545 F2d 485 Stinson v. State of Alabama
545 F.2d 485
Don V. STINSON, Petitioner-Appellant,
STATE OF ALABAMA, Respondent-Appellee.
United States Court of Appeals,
Jan. 14, 1977.
Rehearing En Banc Granted Feb. 28, 1977.
Don V. Stinson, pro se.
William J. Baxley, Atty. Gen., Montgomery, Ala., Barry V. Hunter, Asst. Atty. Gen., Birmingham, Ala., for respondent-appellee.
Appeal from the United States District Court for the Northern District of Alabama.
Before COLEMAN, GOLDBERG and GEE, Circuit Judges.

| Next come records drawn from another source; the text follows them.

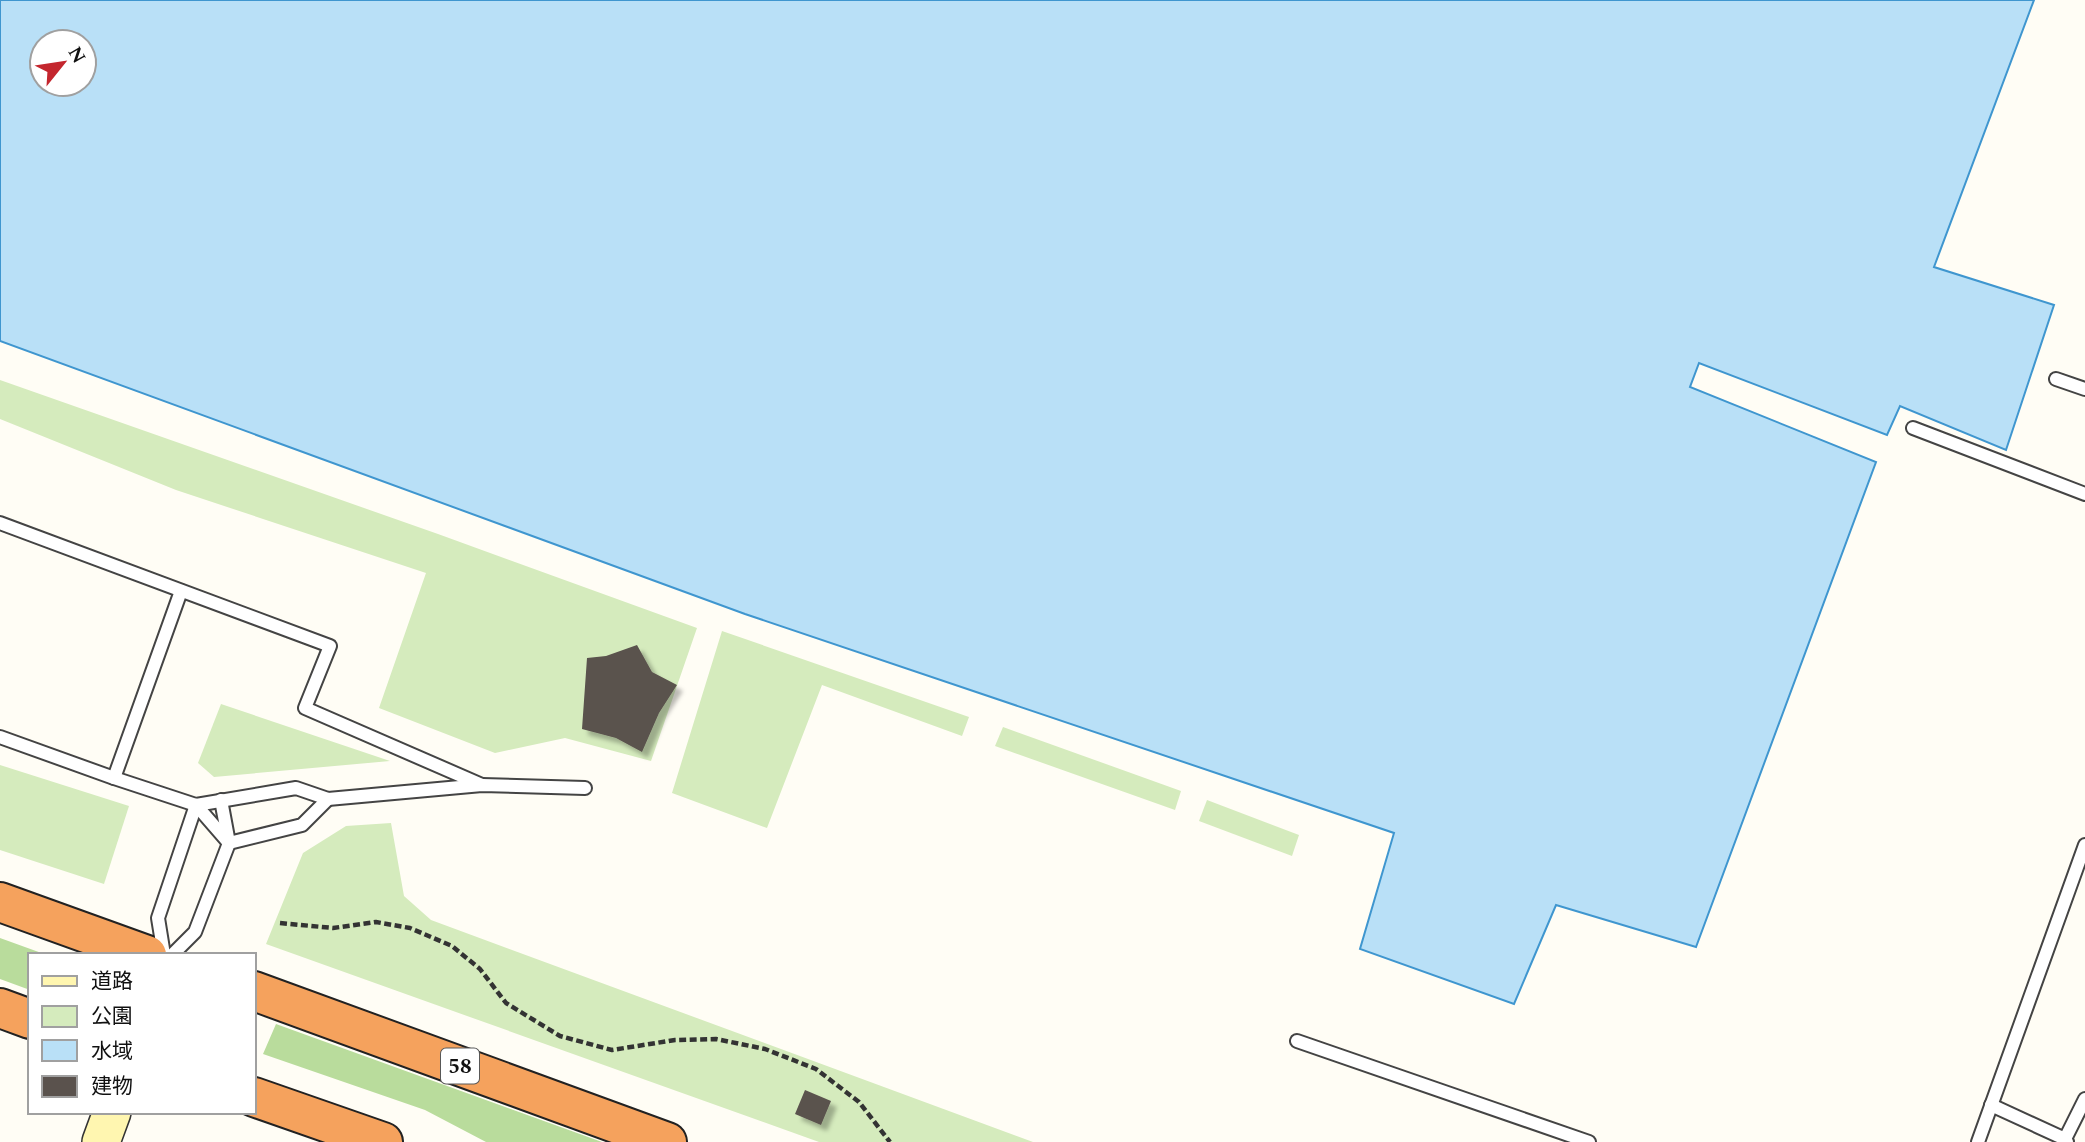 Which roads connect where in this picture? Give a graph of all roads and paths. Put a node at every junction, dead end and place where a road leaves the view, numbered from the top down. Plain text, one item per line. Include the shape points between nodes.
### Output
1 (2056, 379) dead end
2 (2085, 389) edge
3 (1913, 428) dead end
4 (2085, 494) edge
5 (0, 523) edge
6 (181, 591) junction
7 (0, 737) edge
8 (114, 778) junction
9 (482, 785) junction
10 (585, 788) dead end
11 (328, 799) junction
12 (221, 800) junction
13 (196, 805) junction
14 (229, 843) junction
15 (2085, 845) edge
16 (0, 902) edge
17 (280, 923) dead end
18 (141, 953) edge
19 (164, 953) edge
20 (174, 953) edge
21 (256, 992) edge
22 (0, 1008) edge
23 (28, 1018) edge
24 (1297, 1041) dead end
25 (256, 1098) edge
26 (2085, 1099) edge
27 (1991, 1105) junction
28 (111, 1114) edge
29 (2066, 1141) edge
30 (101, 1142) edge
31 (383, 1142) edge
32 (667, 1142) edge
33 (890, 1142) edge
34 (1589, 1142) edge
35 (1978, 1142) edge

1 - 2 lane
3 - 4 lane
5 - 6 lane
6 - 8 lane
6 - 9 lane via 330,646 304,708
7 - 8 lane
8 - 13 lane
9 - 10 lane
9 - 11 lane
11 - 12 lane via 296,788
11 - 14 lane via 302,825
12 - 13 lane
12 - 14 lane
13 - 14 lane
13 - 19 lane via 158,918
14 - 20 lane via 195,932
15 - 27 lane
16 - 18 highway
17 - 33 path via 333,928 376,922 410,928 452,946 480,969 506,1003 560,1036 599,1047 612,1050 716,1039 765,1049 816,1069 859,1102
21 - 32 highway, 58
22 - 23 highway
24 - 34 lane
25 - 31 highway
26 - 29 lane
27 - 29 lane
27 - 35 lane
28 - 30 street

Petitioner-appellant Don Stinson seeks federal habeas corpus relief from his Alabama state robbery conviction, urging numerous grounds of alleged constitutional error. The court below ruled against appellant on all points and dismissed his application on the merits without an evidentiary hearing.
From the state of the record on appeal, we are unable to conclude that all of appellant's allegations are wholly without merit. More importantly, however, we cannot discern from this record whether the Alabama state courts have had an opportunity to consider all of the constitutional issues appellant now raises in federal court. On direct appeal from his conviction, the Alabama criminal appeals court considered and rejected appellant's contentions regarding an illegal search. Because appellant received a full and fair state court hearing on this claim, he is foreclosed from now raising the issue in a federal habeas proceeding. Stone v. Powell, --- U.S. ----, 96 S.Ct. 3037, 49 L.Ed.2d 1067 (1976). Appellant has apparently presented none of his other constitutional contentions in state court.
The policy of this court is to defer consideration of a state prisoner's claim for federal habeas relief until he has exhausted his state remedies on all issues raised in his federal habeas petition. In Lamberti v. Wainwright, 513 F.2d 277 (5 Cir. 1975), another panel of this court recently refused to consider a claim for which state remedies had been exhausted because the habeas petition also asserted a non-exhausted claim, explaining:
(T)his Court has recently reaffirmed en banc the rule that, "Ordinarily a state prisoner seeking federal habeas corpus must exhaust available state remedies with respect to each claim in his habeas petition, or his petition will be denied by the federal courts." West v. Louisiana, 5 Cir. 1973, 478 F.2d 1026, 1034, aff'd regarding exhaustion en banc, 5 Cir. 1975, 510 F.2d 363. This principle derives from a balance struck between the competing values of the prompt vindication of federally protected rights of criminal defendants and the deference engendered by comity between the federal and state courts. We are not at liberty here to upset that balance.
513 F.2d at 283. See also Hargrett v. Wainwright, 474 F.2d 987, 988 (5 Cir. 1973) ("Rules of comity, as well as the policy against piecemeal litigation, dictate that federal courts will not consider a petition for the writ of habeas corpus until all issues raised therein have been presented to a state court.").
We remand the cause to the district court to determine whether appellant has exhausted state remedies on all constitutional claims raised in his habeas petition. If appellant has failed to exhaust state remedies as to any of his claims, his application should be dismissed without prejudice to allow him to pursue his state remedies.
ON PETITION FOR REHEARING AND PETITION FOR REHEARING EN BANC
Before BROWN, Chief Judge, THORNBERRY, COLEMAN, GOLDBERG, AINSWORTH, GODBOLD, MORGAN, CLARK, RONEY, GEE, TJOFLAT, HILL and FAY, Circuit Judges.
BY THE COURT:
A majority of the Judges in active service, on the Court's own motion, having determined to have this case reheard en banc,
IT IS ORDERED that this cause shall be reheard by the Court en banc on briefs without oral argument. The Clerk will specify a briefing schedule for the filing of supplemental briefs.